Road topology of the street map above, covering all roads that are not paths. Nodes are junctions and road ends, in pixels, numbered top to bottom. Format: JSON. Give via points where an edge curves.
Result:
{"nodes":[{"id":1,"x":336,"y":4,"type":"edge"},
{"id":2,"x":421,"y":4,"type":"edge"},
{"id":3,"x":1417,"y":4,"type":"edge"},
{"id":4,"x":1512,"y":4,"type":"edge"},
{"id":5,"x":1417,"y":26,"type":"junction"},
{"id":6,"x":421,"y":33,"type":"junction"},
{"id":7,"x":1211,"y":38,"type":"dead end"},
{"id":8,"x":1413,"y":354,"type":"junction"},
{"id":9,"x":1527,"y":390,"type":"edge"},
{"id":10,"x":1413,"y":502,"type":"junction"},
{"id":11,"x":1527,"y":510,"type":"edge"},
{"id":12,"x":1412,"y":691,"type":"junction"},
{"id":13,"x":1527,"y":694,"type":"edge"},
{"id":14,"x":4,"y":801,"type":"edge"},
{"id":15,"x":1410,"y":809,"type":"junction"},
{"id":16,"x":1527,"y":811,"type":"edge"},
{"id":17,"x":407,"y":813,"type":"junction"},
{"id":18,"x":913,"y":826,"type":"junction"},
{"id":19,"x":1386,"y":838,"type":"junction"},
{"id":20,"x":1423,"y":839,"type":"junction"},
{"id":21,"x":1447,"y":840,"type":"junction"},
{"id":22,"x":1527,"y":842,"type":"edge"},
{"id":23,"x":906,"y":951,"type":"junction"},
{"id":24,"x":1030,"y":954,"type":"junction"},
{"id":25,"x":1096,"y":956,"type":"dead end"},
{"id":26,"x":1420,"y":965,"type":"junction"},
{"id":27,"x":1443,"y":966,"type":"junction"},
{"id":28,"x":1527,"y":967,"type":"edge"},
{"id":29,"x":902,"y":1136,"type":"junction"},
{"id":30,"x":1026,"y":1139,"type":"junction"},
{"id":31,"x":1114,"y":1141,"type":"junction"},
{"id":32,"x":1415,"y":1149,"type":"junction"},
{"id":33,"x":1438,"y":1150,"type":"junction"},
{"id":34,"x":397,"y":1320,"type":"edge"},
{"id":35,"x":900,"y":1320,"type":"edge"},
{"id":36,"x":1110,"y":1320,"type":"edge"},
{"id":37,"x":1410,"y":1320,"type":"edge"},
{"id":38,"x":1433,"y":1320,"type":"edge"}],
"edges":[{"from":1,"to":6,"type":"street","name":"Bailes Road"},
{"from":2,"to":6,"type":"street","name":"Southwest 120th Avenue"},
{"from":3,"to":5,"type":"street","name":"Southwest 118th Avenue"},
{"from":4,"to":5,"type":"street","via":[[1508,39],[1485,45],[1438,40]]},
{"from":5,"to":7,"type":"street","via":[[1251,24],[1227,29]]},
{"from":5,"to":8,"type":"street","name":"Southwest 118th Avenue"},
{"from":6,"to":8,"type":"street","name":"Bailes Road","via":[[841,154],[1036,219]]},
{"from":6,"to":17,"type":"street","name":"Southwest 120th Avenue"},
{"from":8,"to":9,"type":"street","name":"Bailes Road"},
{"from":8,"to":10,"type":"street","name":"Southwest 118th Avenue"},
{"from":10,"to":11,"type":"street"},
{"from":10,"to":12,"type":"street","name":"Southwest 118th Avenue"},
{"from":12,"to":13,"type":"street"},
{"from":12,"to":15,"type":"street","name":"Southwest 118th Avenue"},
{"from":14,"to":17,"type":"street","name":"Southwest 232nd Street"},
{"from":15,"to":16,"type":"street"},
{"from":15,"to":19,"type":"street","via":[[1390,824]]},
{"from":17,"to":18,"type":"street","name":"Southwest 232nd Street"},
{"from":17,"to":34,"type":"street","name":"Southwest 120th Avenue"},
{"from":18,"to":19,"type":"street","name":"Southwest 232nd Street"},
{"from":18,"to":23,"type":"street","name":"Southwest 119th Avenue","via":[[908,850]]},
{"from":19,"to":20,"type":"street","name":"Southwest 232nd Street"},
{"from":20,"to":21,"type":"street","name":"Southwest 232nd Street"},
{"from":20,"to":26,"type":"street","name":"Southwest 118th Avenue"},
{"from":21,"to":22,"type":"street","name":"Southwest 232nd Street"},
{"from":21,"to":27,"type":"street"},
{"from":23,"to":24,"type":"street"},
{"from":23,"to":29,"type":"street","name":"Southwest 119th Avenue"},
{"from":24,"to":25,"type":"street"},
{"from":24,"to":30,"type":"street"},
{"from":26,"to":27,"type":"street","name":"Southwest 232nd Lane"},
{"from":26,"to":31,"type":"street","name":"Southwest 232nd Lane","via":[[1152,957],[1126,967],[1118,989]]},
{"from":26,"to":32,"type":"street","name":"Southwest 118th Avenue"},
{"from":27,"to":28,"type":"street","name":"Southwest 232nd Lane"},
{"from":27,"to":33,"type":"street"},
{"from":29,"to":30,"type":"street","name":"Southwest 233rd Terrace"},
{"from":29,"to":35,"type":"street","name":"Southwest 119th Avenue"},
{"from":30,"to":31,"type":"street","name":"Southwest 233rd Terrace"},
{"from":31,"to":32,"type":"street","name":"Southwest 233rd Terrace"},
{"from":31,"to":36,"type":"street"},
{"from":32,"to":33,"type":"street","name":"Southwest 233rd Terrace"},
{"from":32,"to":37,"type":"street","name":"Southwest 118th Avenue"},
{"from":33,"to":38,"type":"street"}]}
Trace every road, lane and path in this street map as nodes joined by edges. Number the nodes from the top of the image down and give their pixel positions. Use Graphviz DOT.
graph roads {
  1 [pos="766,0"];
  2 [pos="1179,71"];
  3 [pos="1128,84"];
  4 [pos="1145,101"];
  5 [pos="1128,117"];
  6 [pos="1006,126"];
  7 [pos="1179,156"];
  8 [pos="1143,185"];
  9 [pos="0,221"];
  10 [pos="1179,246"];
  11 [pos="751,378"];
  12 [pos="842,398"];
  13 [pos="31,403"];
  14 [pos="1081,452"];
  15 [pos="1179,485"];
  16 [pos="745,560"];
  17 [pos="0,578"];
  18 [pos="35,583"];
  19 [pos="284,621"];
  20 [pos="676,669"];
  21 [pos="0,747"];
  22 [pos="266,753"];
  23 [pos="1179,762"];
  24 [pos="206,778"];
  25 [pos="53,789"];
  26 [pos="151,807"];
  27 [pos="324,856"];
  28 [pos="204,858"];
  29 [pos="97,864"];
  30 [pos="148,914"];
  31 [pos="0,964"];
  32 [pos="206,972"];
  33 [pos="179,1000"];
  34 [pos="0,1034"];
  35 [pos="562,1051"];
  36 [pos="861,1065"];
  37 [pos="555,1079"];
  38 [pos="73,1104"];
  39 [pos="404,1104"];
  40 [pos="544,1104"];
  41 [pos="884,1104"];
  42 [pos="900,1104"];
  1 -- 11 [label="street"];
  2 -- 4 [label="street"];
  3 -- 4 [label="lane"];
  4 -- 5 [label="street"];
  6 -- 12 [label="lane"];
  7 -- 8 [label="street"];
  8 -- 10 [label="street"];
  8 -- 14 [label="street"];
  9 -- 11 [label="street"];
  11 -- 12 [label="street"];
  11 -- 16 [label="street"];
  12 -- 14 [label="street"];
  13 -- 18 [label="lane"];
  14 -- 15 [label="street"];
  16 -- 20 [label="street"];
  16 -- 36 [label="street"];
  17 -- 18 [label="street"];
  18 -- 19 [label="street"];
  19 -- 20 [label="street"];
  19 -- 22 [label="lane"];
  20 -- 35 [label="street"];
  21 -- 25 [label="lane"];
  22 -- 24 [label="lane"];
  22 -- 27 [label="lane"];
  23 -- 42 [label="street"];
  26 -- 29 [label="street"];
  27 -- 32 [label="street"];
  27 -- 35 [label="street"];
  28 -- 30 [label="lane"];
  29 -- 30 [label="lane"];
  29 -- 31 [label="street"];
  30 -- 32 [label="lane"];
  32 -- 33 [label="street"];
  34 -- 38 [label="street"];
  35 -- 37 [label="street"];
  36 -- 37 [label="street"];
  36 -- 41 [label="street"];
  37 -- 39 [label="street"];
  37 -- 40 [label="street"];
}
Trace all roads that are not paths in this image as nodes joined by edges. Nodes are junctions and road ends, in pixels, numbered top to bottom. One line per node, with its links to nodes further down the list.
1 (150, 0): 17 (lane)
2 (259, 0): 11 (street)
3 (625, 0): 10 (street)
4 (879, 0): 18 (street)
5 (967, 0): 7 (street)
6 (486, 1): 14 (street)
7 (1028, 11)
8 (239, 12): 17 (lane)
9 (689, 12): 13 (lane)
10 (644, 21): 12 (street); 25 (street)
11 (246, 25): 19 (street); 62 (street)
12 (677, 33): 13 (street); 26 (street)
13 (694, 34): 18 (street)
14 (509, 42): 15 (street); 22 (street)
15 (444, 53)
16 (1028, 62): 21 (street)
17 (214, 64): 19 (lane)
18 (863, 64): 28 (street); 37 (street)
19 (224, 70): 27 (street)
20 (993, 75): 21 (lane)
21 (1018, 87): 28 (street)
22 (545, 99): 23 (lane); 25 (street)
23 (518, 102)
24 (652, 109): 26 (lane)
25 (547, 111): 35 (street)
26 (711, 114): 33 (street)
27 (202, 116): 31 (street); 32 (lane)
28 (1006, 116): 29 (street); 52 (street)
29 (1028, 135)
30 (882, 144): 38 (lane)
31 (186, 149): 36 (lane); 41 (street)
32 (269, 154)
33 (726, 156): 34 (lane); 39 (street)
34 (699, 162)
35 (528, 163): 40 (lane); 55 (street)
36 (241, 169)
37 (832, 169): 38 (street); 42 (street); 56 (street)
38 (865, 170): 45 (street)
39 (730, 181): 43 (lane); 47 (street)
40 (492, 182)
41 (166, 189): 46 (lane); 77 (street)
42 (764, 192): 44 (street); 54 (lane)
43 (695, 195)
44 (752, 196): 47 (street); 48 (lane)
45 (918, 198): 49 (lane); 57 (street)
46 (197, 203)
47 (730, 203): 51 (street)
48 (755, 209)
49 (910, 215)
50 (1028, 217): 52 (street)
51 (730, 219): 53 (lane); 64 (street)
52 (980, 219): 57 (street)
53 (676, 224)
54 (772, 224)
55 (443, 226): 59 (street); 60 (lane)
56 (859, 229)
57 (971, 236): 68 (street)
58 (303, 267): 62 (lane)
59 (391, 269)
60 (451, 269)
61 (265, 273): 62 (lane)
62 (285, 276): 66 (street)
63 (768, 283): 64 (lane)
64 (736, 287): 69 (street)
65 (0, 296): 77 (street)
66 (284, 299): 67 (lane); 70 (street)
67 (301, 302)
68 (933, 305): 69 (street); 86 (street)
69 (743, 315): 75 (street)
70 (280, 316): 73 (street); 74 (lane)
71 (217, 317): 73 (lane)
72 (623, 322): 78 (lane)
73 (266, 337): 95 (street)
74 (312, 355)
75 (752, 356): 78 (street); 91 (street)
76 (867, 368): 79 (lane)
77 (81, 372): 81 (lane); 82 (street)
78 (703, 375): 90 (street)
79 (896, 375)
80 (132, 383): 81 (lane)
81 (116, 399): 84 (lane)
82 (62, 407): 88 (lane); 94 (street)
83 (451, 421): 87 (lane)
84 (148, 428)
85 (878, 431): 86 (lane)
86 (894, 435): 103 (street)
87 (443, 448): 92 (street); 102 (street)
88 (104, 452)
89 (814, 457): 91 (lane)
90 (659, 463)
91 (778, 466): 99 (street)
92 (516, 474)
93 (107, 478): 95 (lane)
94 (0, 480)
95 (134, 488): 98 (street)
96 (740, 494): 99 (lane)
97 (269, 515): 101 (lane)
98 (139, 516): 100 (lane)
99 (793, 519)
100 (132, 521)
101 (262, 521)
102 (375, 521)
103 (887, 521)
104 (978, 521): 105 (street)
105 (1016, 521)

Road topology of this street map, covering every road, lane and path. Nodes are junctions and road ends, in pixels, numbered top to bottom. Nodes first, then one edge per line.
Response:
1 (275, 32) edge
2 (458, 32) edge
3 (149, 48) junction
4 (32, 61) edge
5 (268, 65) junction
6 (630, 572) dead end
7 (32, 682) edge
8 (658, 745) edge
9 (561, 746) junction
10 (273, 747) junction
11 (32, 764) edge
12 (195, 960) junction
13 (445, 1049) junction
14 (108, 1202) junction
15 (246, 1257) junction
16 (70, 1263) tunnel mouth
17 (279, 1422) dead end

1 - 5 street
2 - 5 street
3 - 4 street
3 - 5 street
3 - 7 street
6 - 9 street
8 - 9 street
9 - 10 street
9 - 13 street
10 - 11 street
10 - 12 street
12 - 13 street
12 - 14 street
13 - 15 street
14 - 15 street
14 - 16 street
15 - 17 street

- **Activity**
Please copy each line of the records above in which the word "dead" can be found.

- **Solution to this exercise**
{"id":7,"x":1211,"y":38,"type":"dead end"},
{"id":25,"x":1096,"y":956,"type":"dead end"},
6 (630, 572) dead end
17 (279, 1422) dead end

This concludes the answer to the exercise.